Après avoir grimpé les échelons au sein de la Ferrari Driver Academy jusqu’à atteindre la Formule 2 en 2017 et 2018, Antonio Fuoco semblait avoir une carrière prometteuse en monoplace. Quelques années plus tard, l’Italien est en lice pour être titulaire sur une des deux Ferrari 499P, dans la catégorie reine de l’Endurance.
En attendant, le pilote va conclure sa première saison en Championnat du Monde d’Endurance de la FIA, en LMGTE Pro, aux 8 Heures de Bahreïn, sur la Ferrari 488 GTE Evo n°52, après avoir notamment terminé sur le podium des 24 Heures du Mans 2022.
Comme tous ses camarades de l’effectif Competizioni GT, Antonio Fuoco fait partie intégrante du développement de l’Hypercar en vue de la saison 2023. Nous avons pu échanger avec le Transalpin ce week-end à Imola, à l’occasion des Ferrari Finali Mondiali.
Que pensez-vous de vos essais en LMH ?
« Nous faisons vraiment du bon boulot. C’est agréable de constater tous les efforts consacrés à cette auto. Je dirais même que du point de vue des pilotes, c’est impressionnant de voir toute cette passion et ces efforts mis dans ce projet. Ce retour en Endurance est quelque chose de spécial pour la marque car elle revient officiellement après 50 ans d’absence dans les plus grandes courses et dans la catégorie reine. Nous faisons du bon travail, mais la pression est élevée.

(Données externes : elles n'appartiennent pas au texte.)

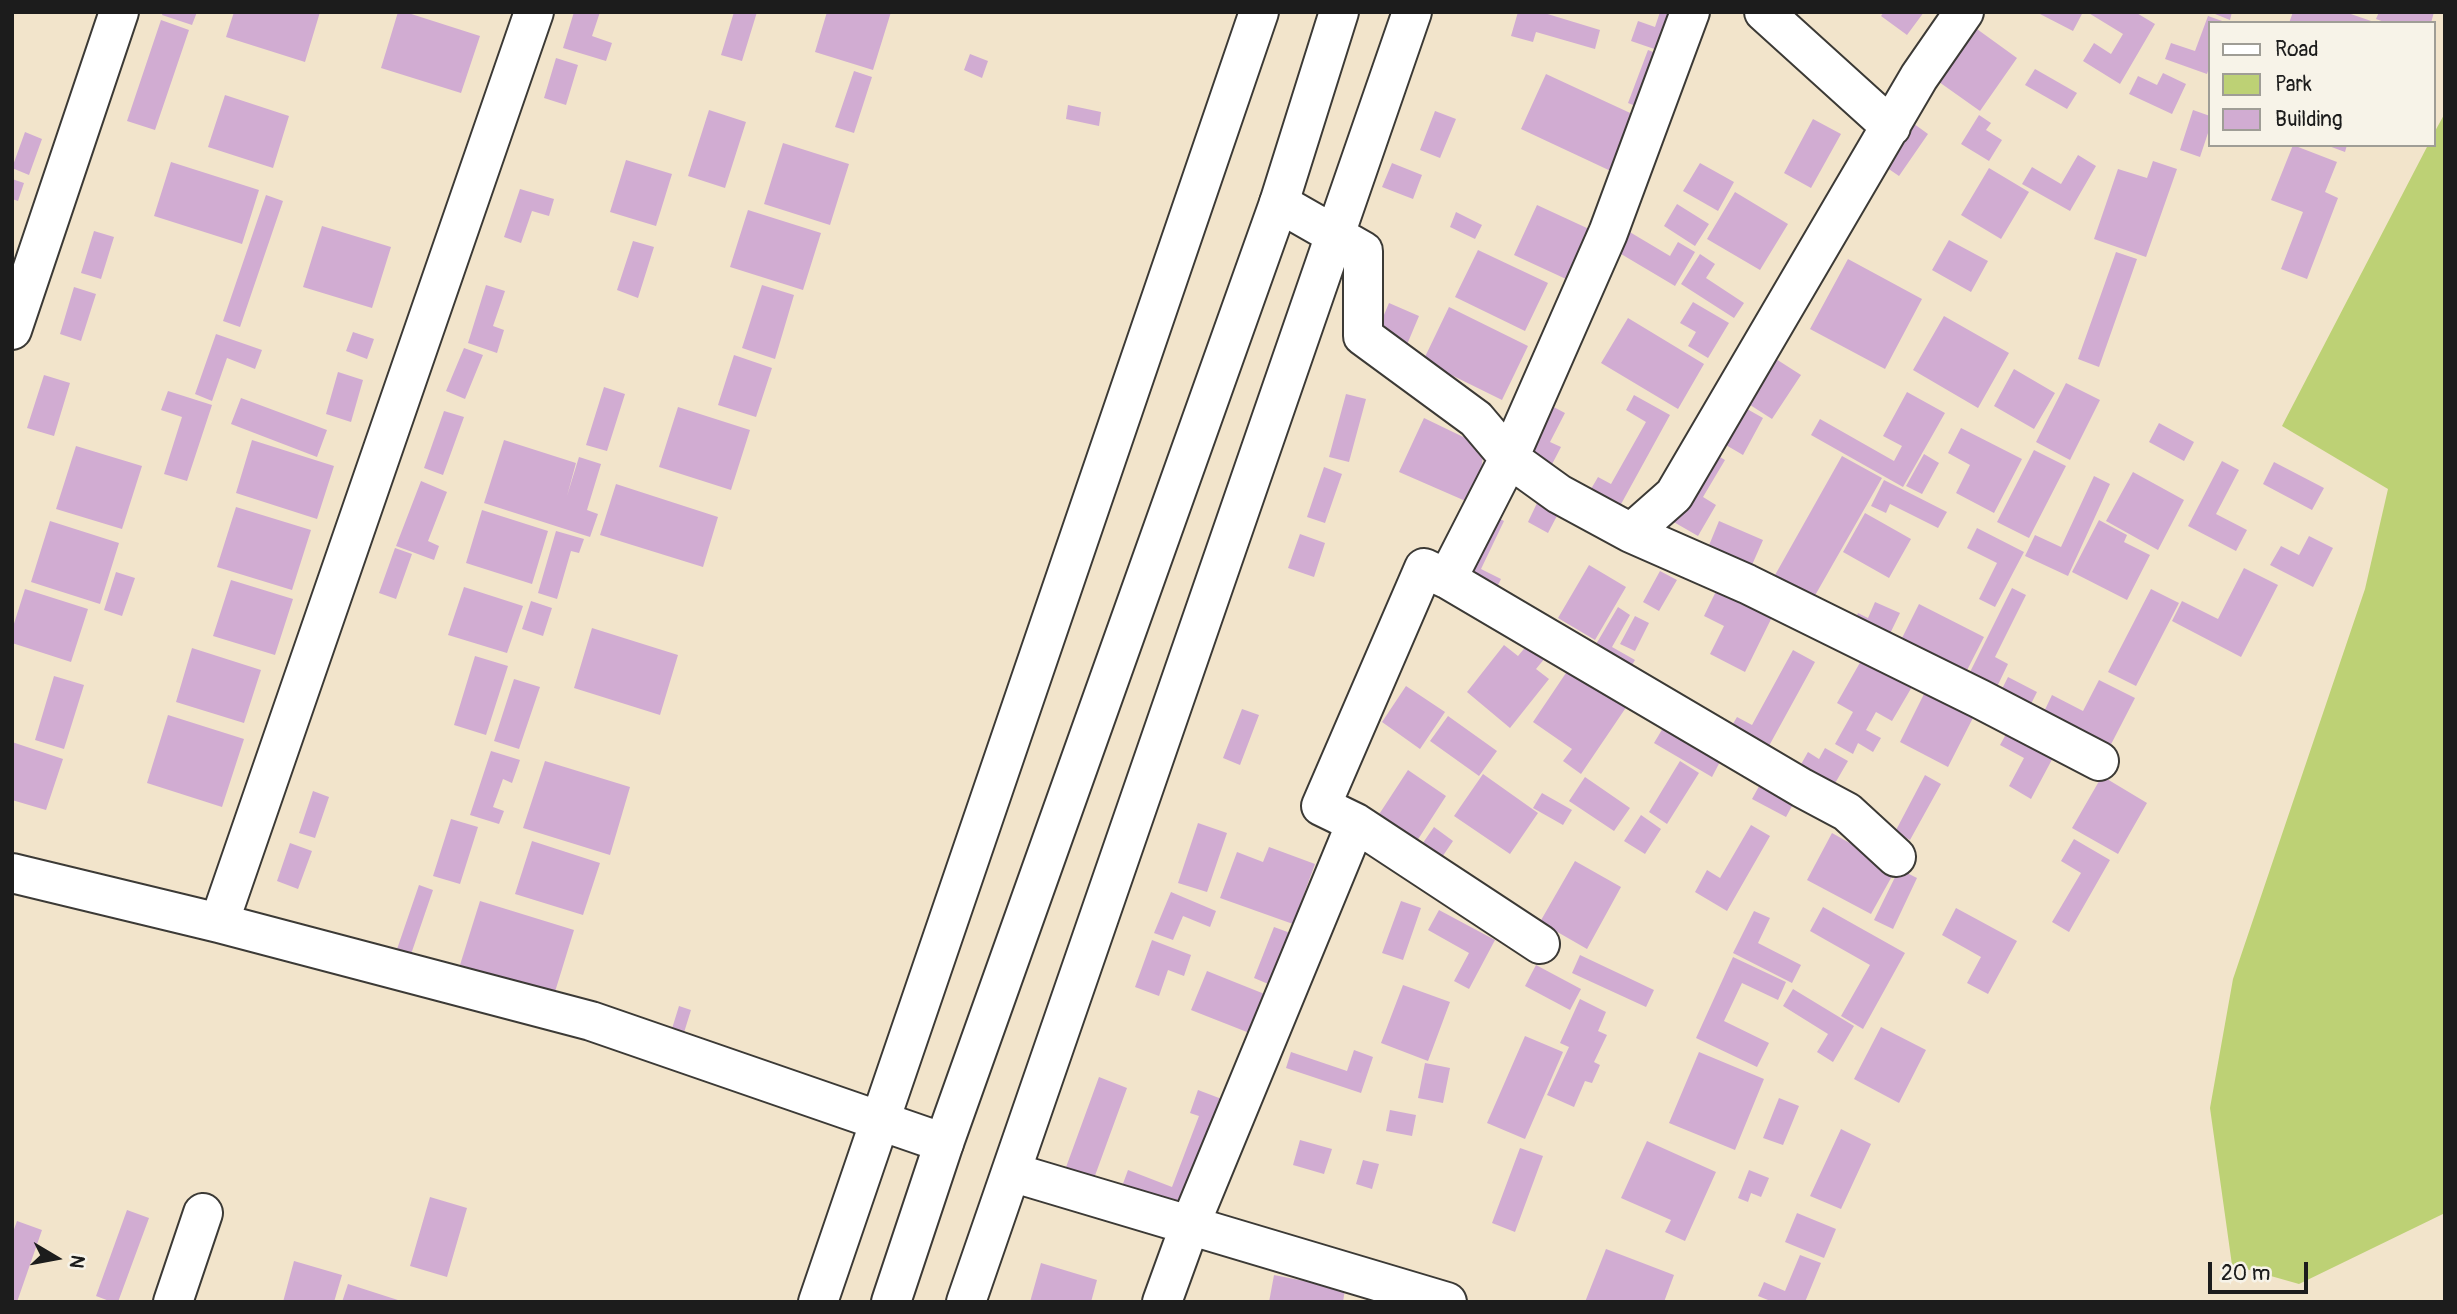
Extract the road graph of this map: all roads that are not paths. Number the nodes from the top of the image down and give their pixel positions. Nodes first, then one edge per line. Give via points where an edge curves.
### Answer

Nous avons fait beaucoup de tests, cela avance bien, le travail accompli est impressionnant et nous améliorions la voiture à chacune de nos sorties, mais nous sommes conscients qu’il nous reste du travail à faire. Nous sommes dans la bonne direction et nous poussons pour être fin prêts. Je suis plutôt confiant, nous serons prêts pour la première course de la saison. Cependant, il ne faut pas oublier que les premiers tours de roue de l’auto ne remontent qu’à quatre mois… »

© Ferrari
Combien de jours de test avez-vous fait personnellement avec la LMH ?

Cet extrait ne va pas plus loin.